Rising From the Abyss of Grief Is Not the Grief Book You Think It Is
Photo Courtesy: Irene Tunanidas

By: Irene Tunanidas, Author of Rising From the Abyss of Grief

People hear the title and assume they know what they are picking up. A grief book. Something with soft edges, gentle encouragement, and a chapter about acceptance. I understand why they think that. There are a lot of books like that on the shelf.

Mine is not one of them.

I started writing in 2011, four years after my mother died. I was not writing for a publisher or an audience. I was writing because I had mental health weight that needed somewhere to go, and putting it on paper was one of the few things that helped me think clearly. What came out of those early sessions was not polished or organized. It was honest. And over the fourteen years it took me to finish the manuscript, that honesty stayed on every page.

Why Days and Not Themes

Most books about grief are organized around concepts. Stages. Emotions. Lessons. You move through chapters on anger, acceptance, or how to talk to people who do not know what to say to you.
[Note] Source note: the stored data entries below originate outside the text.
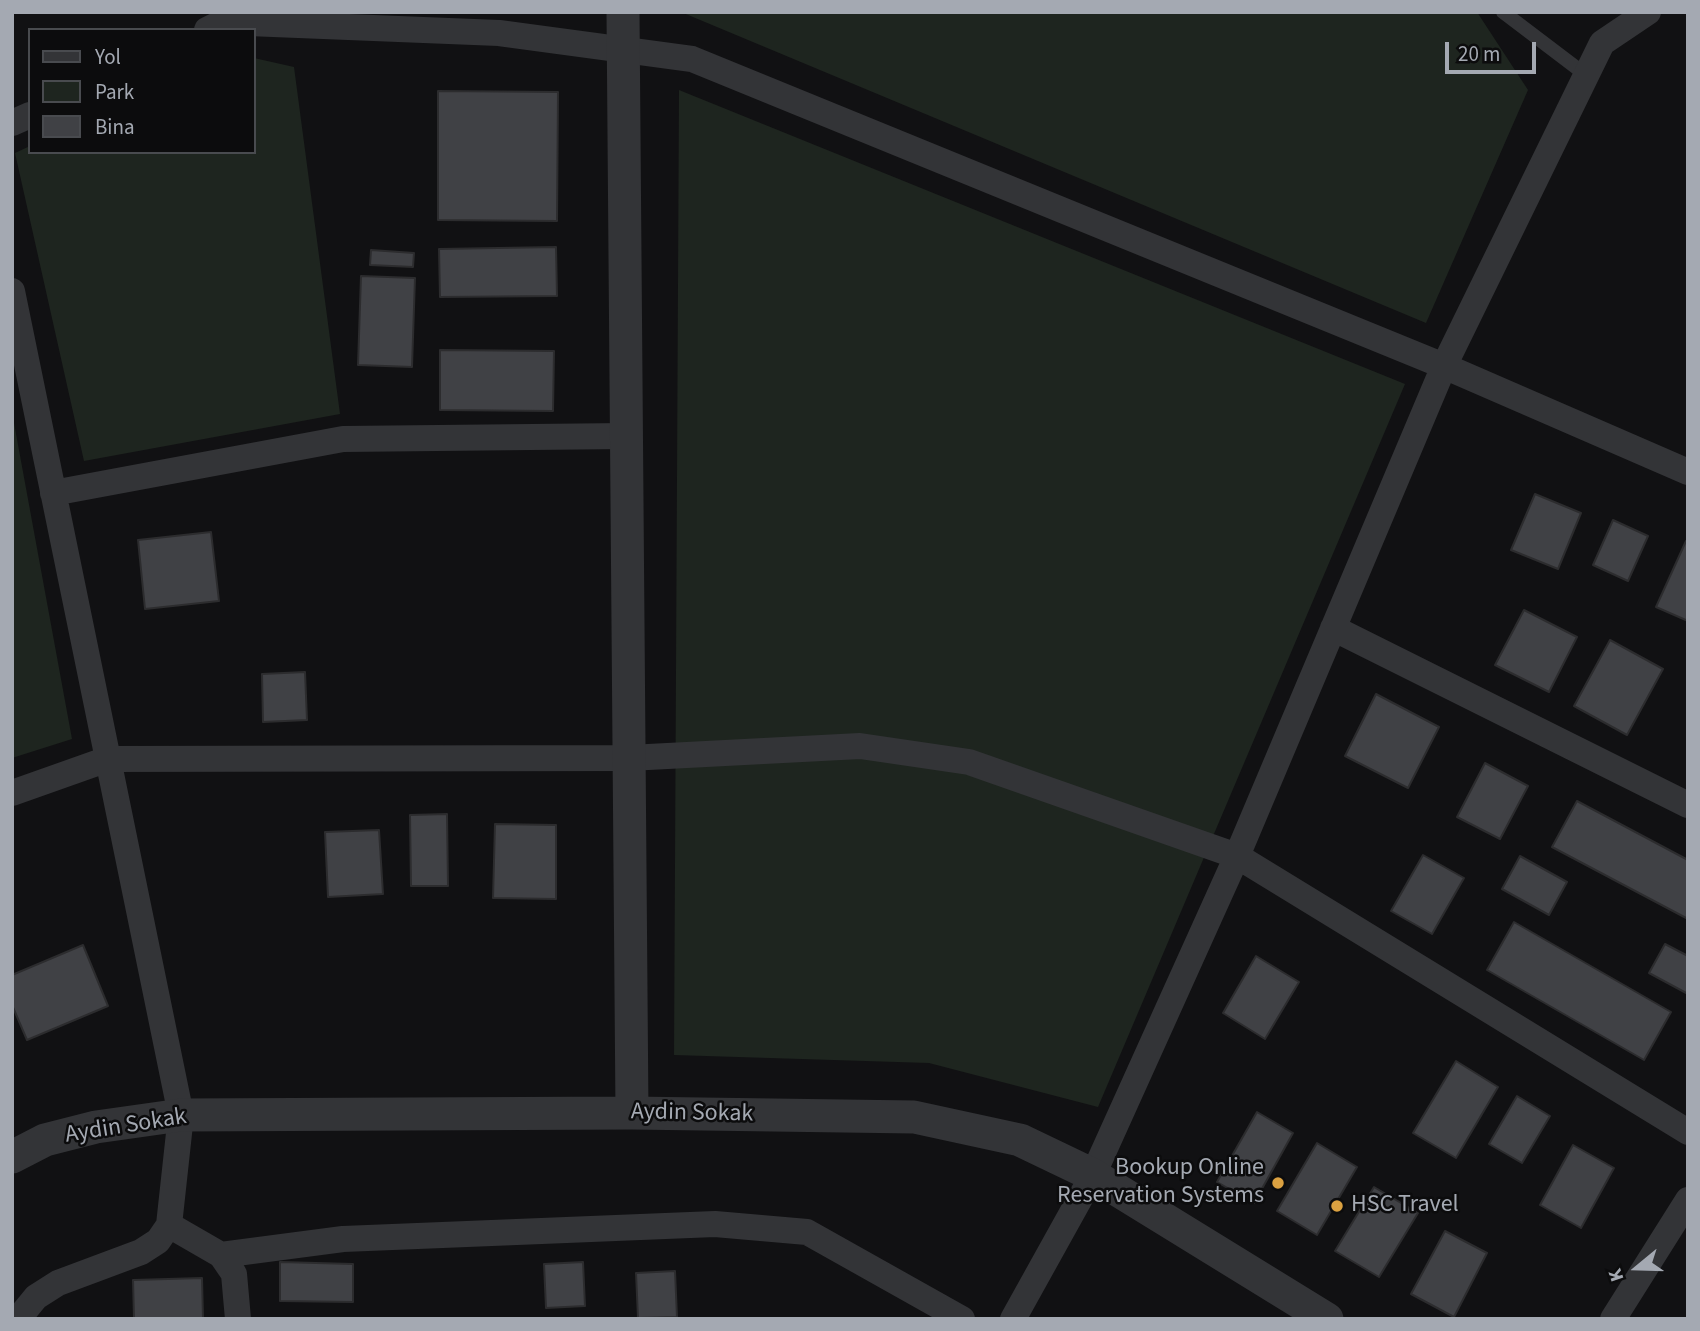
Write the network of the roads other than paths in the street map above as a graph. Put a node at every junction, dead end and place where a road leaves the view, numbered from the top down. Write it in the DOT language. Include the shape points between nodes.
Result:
graph roads {
  1 [pos="623,12"];
  2 [pos="1503,12"];
  3 [pos="1648,12"];
  4 [pos="216,21"];
  5 [pos="624,51"];
  6 [pos="1586,75"];
  7 [pos="28,116"];
  8 [pos="12,123"];
  9 [pos="12,291"];
  10 [pos="1444,366"];
  11 [pos="626,436"];
  12 [pos="1688,471"];
  13 [pos="53,492"];
  14 [pos="1333,628"];
  15 [pos="629,758"];
  16 [pos="108,759"];
  17 [pos="12,793"];
  18 [pos="1688,805"];
  19 [pos="1237,856"];
  20 [pos="632,1113"];
  21 [pos="181,1115"];
  22 [pos="1688,1132"];
  23 [pos="12,1157"];
  24 [pos="1093,1175"];
  25 [pos="1688,1199"];
  26 [pos="169,1225"];
  27 [pos="221,1255"];
  28 [pos="18,1319"];
  29 [pos="238,1319"];
  30 [pos="962,1319"];
  31 [pos="1013,1319"];
  32 [pos="1327,1319"];
  33 [pos="1613,1319"];
  1 -- 5 [label="street"];
  2 -- 6 [label="lane"];
  3 -- 6 [label="street" via="1602,43"];
  4 -- 5 [label="street" via="499,33"];
  5 -- 10 [label="street" via="692,59"];
  5 -- 11 [label="street"];
  6 -- 10 [label="street"];
  7 -- 8 [label="street"];
  9 -- 13 [label="street"];
  10 -- 12 [label="street"];
  10 -- 14 [label="street"];
  11 -- 13 [label="street" via="344,439"];
  11 -- 15 [label="street"];
  13 -- 16 [label="street"];
  14 -- 18 [label="street"];
  14 -- 19 [label="street"];
  15 -- 16 [label="street"];
  15 -- 19 [label="street" via="860,746 969,762"];
  15 -- 20 [label="street"];
  16 -- 17 [label="street"];
  16 -- 21 [label="street"];
  19 -- 22 [label="street"];
  19 -- 24 [label="street"];
  20 -- 21 [label="street, Aydin Sokak"];
  20 -- 24 [label="street, Aydin Sokak" via="914,1117 1020,1140"];
  21 -- 23 [label="street, Aydin Sokak" via="96,1127 45,1140"];
  21 -- 26 [label="street"];
  24 -- 31 [label="street"];
  24 -- 32 [label="street, Aydin Sokak"];
  25 -- 33 [label="street"];
  26 -- 27 [label="street"];
  26 -- 28 [label="street" via="158,1241 141,1252 58,1283 36,1297"];
  27 -- 29 [label="street" via="234,1274"];
  27 -- 30 [label="street" via="342,1238 715,1224 807,1232"];
}
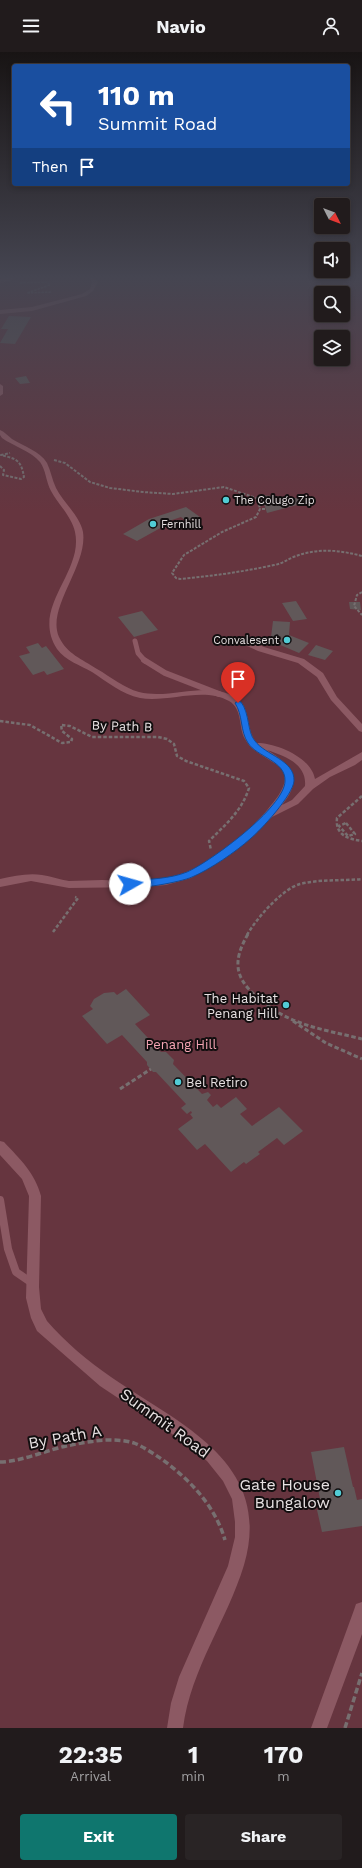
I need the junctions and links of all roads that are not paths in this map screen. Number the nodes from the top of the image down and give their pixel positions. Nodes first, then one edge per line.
1 (0, 386) edge
2 (0, 394) edge
3 (0, 432) edge
4 (241, 640) dead end
5 (135, 641) dead end
6 (219, 694) junction
7 (362, 729) edge
8 (252, 744) junction
9 (362, 755) edge
10 (310, 787) junction
11 (268, 816) junction
12 (0, 883) edge
13 (0, 1146) edge
14 (0, 1200) edge
15 (32, 1283) junction
16 (362, 1610) edge
17 (175, 1728) edge
18 (319, 1728) edge

1 - 2 street
3 - 6 street
4 - 7 street
5 - 6 lane
6 - 8 street
8 - 10 street
8 - 11 street
9 - 10 street
10 - 11 street
11 - 12 street
13 - 15 street, Summit Road
14 - 15 lane
15 - 17 street, Summit Road
16 - 18 street

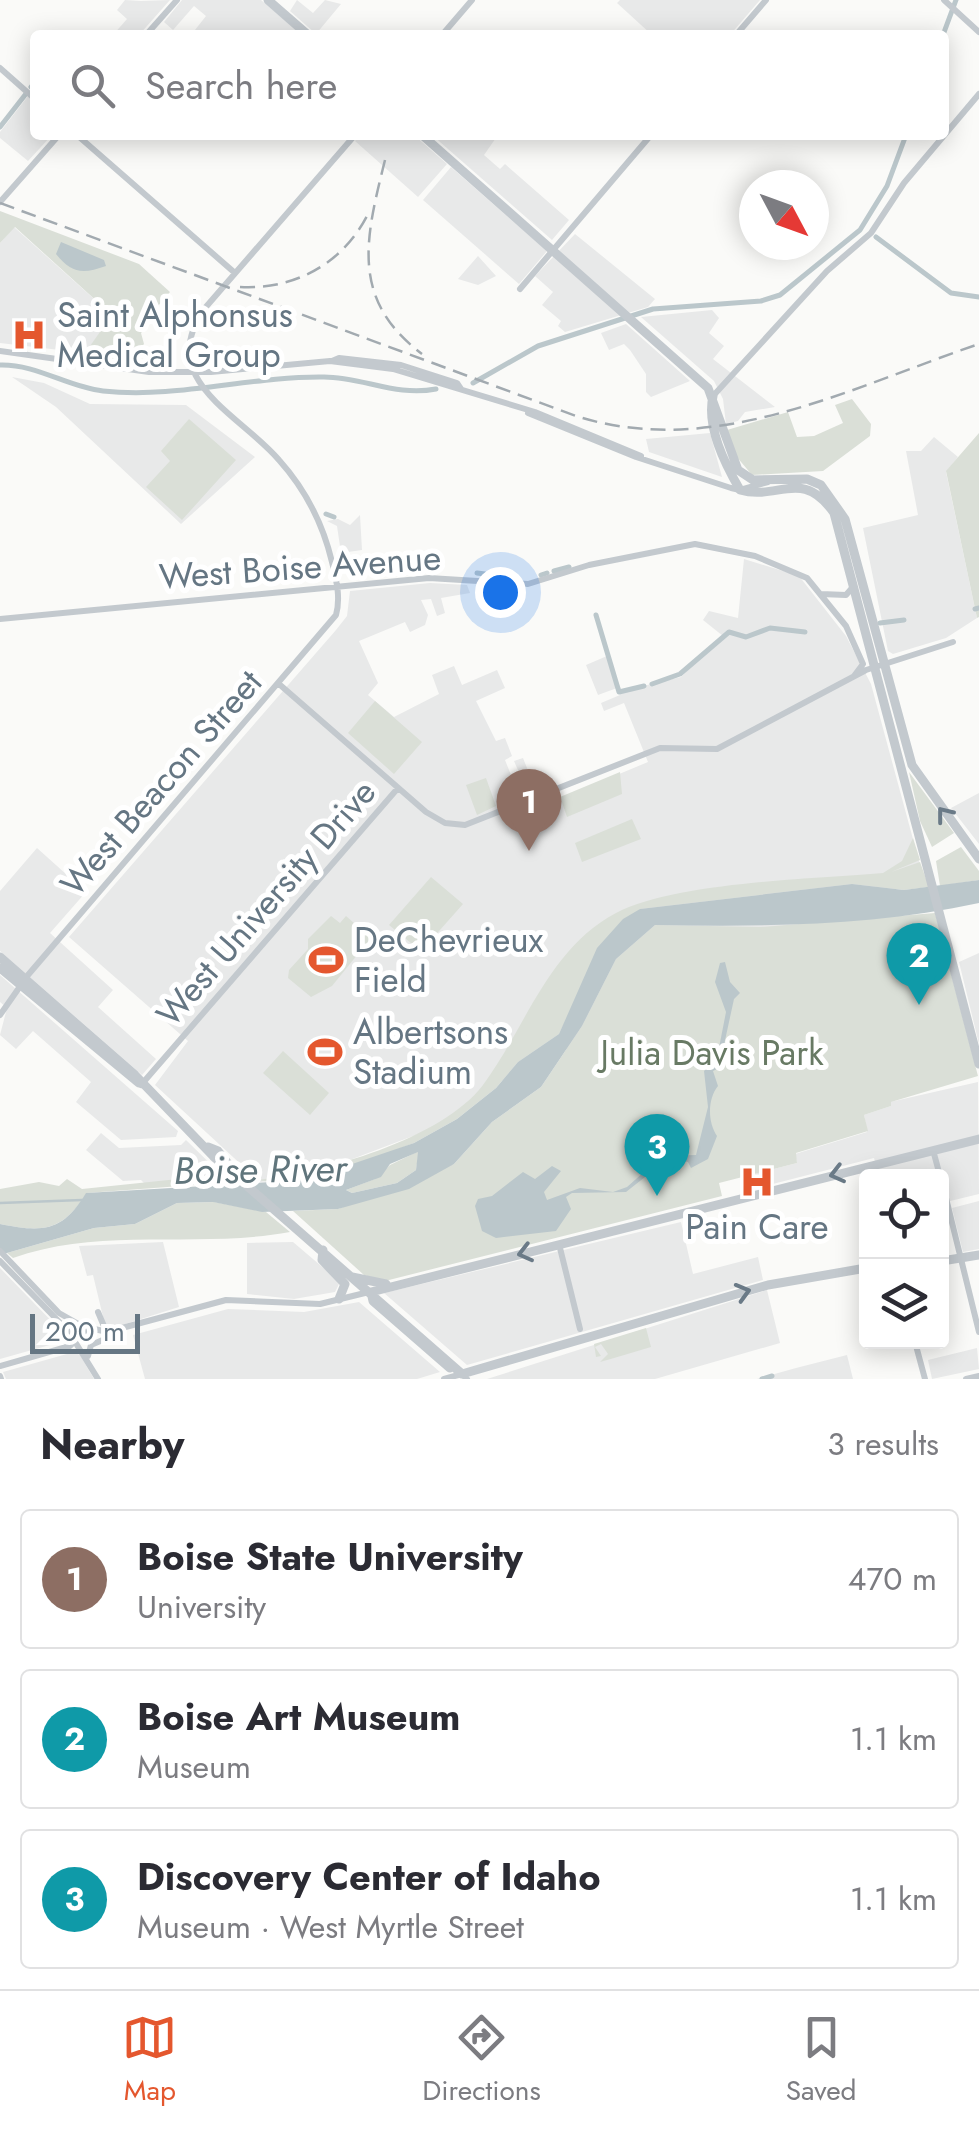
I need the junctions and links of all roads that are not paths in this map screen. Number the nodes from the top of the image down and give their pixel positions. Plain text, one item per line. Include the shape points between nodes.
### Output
1 (177, 0) edge
2 (268, 0) edge
3 (472, 0) edge
4 (766, 0) edge
5 (950, 6) edge
6 (150, 30) edge
7 (302, 30) edge
8 (446, 30) edge
9 (740, 30) edge
10 (979, 32) edge
11 (0, 68) edge
12 (979, 94) edge
13 (30, 95) edge
14 (949, 130) edge
15 (54, 140) edge
16 (83, 140) edge
17 (351, 140) edge
18 (428, 140) edge
19 (647, 140) edge
20 (940, 140) edge
21 (0, 202) edge
22 (553, 250) junction
23 (236, 273) junction
24 (520, 289) dead end
25 (0, 350) edge
26 (193, 373) junction
27 (713, 396) junction
28 (730, 472) junction
29 (770, 482) junction
30 (716, 483) junction
31 (740, 490) junction
32 (854, 582) junction
33 (337, 585) junction
34 (823, 596) junction
35 (860, 607) junction
36 (0, 619) edge
37 (953, 642) dead end
38 (858, 647) junction
39 (881, 665) junction
40 (854, 676) junction
41 (279, 684) junction
42 (398, 788) junction
43 (979, 859) edge
44 (0, 957) edge
45 (0, 968) edge
46 (22, 982) junction
47 (1, 1009) edge
48 (974, 1021) edge
49 (979, 1064) edge
50 (140, 1084) junction
51 (979, 1139) edge
52 (934, 1150) junction
53 (878, 1169) edge
54 (939, 1169) edge
55 (859, 1174) edge
56 (949, 1213) edge
57 (560, 1248) junction
58 (322, 1250) junction
59 (0, 1251) edge
60 (979, 1255) edge
61 (960, 1259) junction
62 (949, 1260) edge
63 (0, 1262) edge
64 (10, 1267) junction
65 (859, 1269) edge
66 (352, 1276) junction
67 (396, 1285) junction
68 (370, 1292) junction
69 (339, 1300) junction
70 (98, 1312) dead end
71 (88, 1328) junction
72 (124, 1330) junction
73 (106, 1332) junction
74 (979, 1332) edge
75 (582, 1334) junction
76 (76, 1342) junction
77 (917, 1349) edge
78 (88, 1358) junction
79 (494, 1364) junction
80 (0, 1366) edge
81 (464, 1376) edge
82 (979, 1376) edge
83 (98, 1379) edge
84 (444, 1379) edge
85 (479, 1379) edge
86 (924, 1379) edge
87 (966, 1379) edge

1 - 6 street
2 - 7 main road
3 - 8 street
4 - 9 street
5 - 10 street
11 - 13 street
12 - 14 street
15 - 21 street
16 - 23 street
17 - 23 street
18 - 22 main road
19 - 22 street
20 - 27 street via 871,233 827,270
22 - 24 street
22 - 27 main road
23 - 26 street via 196,321
25 - 26 street
26 - 30 street via 330,362 393,369
26 - 33 street via 299,486 319,522
27 - 28 main road via 718,443
27 - 29 main road via 738,470
28 - 30 street
28 - 31 main road
29 - 31 street
29 - 39 main road via 807,478 840,506
30 - 31 street
31 - 32 main road via 800,487 820,496 834,512
32 - 34 street via 846,596
32 - 35 main road
33 - 34 street, West Boise Avenue via 429,578 528,584 695,544 790,567
33 - 36 street, West Boise Avenue
33 - 41 street, West Beacon Street via 334,620
34 - 35 street
34 - 38 street, West Boise Avenue
35 - 39 main road
37 - 39 street, West University Drive
38 - 39 street, West Boise Avenue
38 - 40 street via 864,664
39 - 40 street, West University Drive
43 -> 39 main road via 912,765
39 - 48 main road
40 - 42 street, West University Drive via 717,748 660,748 474,824 440,821
41 - 42 street
41 - 46 street, West Beacon Street
42 - 50 street, West University Drive
44 - 46 main road
45 - 46 main road
46 - 47 street, West Beacon Street
46 - 50 main road
48 - 49 main road
50 - 58 main road
51 - 52 main road
52 - 53 main road
52 - 54 street
55 -> 57 main road
56 - 61 street
57 -> 67 main road
57 - 75 street
58 - 66 main road
58 - 69 main road via 322,1260 345,1284
59 - 64 street
60 - 61 main road
61 - 62 main road
61 - 74 street
63 - 64 street
64 - 71 street via 59,1312
64 - 76 street
75 -> 65 main road via 768,1285
66 - 67 main road
66 - 68 main road
67 - 68 main road
68 - 69 street
68 - 81 main road
69 - 72 street via 230,1300
70 - 73 street
71 - 73 street
71 - 76 street
72 - 73 street
72 - 78 street via 91,1346
75 - 79 main road
76 - 78 street
76 - 80 street
77 - 86 street
78 - 83 street
79 - 81 main road
79 - 85 main road
81 - 84 street
82 - 87 street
I organized my book by days. Thirty of them.

That was not an accident. When you are in the worst of grief, you do not think in themes. You think in days. You think about getting through today. Whether you got out of bed. Whether you ate something. Whether you made it to the end of the day without falling apart completely. A structure built around days reflects how grief actually moves, which is not in neat emotional categories but in small, uneven increments of time.

Each day in the book gives the reader something specific to hold onto. A reading. A reflection. A prompt. Something to do with the day in front of them when the day feels impossible to fill.

The Coleslaw, the Letters, and Why They Are in There

I know the coleslaw surprises people. A recipe in a grief book is not what anyone expects to find, and when I mention it, I can see people trying to figure out what it is doing there.

Here is what it is doing there. Grief takes you out of your body. It removes appetite, routine, and the ability to make even small decisions about daily life. Day Ten of the 30-day guide asks the reader to go into the kitchen and make something. Not because coleslaw is meaningful or symbolic. Because your hands need something to do. Because your body needs to remember that it is still a body that can prepare food and sit down and eat. Because moving through a simple, familiar task is sometimes the only way back into the day.

The sample letters work the same way. Grief makes it hard to reach out. You want to reconnect with someone you have drifted from, or thank someone who showed up for you, and you do not know how to start. So I wrote a starting point. A letter you can use as a template, adjust to fit your situation, and send when the blank page feels like too much.

These are not additions to a spiritual guide. They are part of it. The spiritual and the practical are not separate things. They work together, and in the hardest seasons of life, you need both.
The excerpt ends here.